Entries taken from a collection:
%%
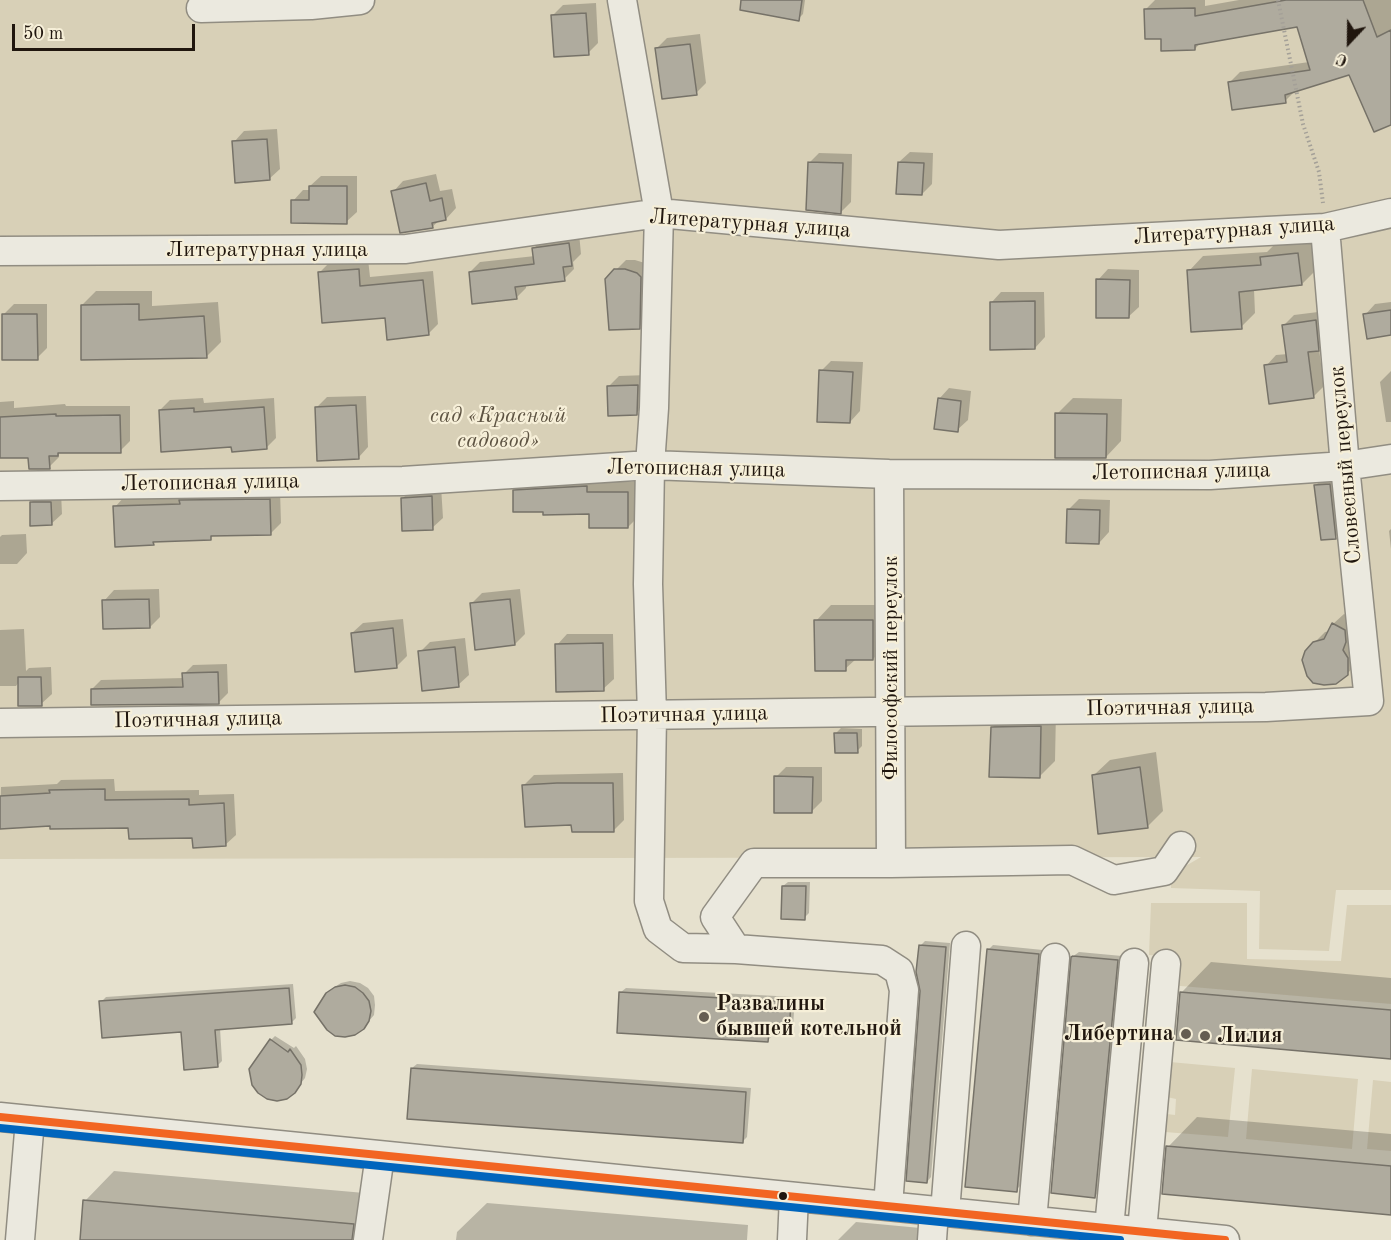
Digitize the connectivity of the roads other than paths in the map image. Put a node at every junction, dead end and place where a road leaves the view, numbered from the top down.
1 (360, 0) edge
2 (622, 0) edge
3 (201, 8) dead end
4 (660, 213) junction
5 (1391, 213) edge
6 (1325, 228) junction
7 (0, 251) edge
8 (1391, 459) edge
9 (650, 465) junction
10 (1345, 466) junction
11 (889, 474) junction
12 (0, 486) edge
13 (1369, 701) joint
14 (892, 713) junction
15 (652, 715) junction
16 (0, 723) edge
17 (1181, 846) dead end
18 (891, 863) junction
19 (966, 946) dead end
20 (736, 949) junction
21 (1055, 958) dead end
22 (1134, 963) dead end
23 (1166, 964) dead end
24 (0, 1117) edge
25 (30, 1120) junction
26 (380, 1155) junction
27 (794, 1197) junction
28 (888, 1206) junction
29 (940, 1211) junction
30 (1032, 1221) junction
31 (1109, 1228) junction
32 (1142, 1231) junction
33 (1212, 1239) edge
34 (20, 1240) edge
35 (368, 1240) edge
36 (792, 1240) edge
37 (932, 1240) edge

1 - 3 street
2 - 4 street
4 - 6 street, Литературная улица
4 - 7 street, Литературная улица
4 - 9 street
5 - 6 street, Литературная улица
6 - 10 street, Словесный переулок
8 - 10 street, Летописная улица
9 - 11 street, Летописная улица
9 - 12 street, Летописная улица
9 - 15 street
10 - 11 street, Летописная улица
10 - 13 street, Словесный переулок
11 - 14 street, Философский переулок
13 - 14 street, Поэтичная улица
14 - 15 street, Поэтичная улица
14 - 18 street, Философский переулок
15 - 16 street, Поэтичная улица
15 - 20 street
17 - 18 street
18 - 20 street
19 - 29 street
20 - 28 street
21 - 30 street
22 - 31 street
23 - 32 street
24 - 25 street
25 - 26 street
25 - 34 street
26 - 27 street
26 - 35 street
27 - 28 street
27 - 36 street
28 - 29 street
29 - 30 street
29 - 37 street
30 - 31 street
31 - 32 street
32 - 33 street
%%
WHAT YOU HAVE TO DO: Find the string "Летописная" in the entries above and return each line that holds it.

RESPONSE FOR THIS EXERCISE:
8 - 10 street, Летописная улица
9 - 11 street, Летописная улица
9 - 12 street, Летописная улица
10 - 11 street, Летописная улица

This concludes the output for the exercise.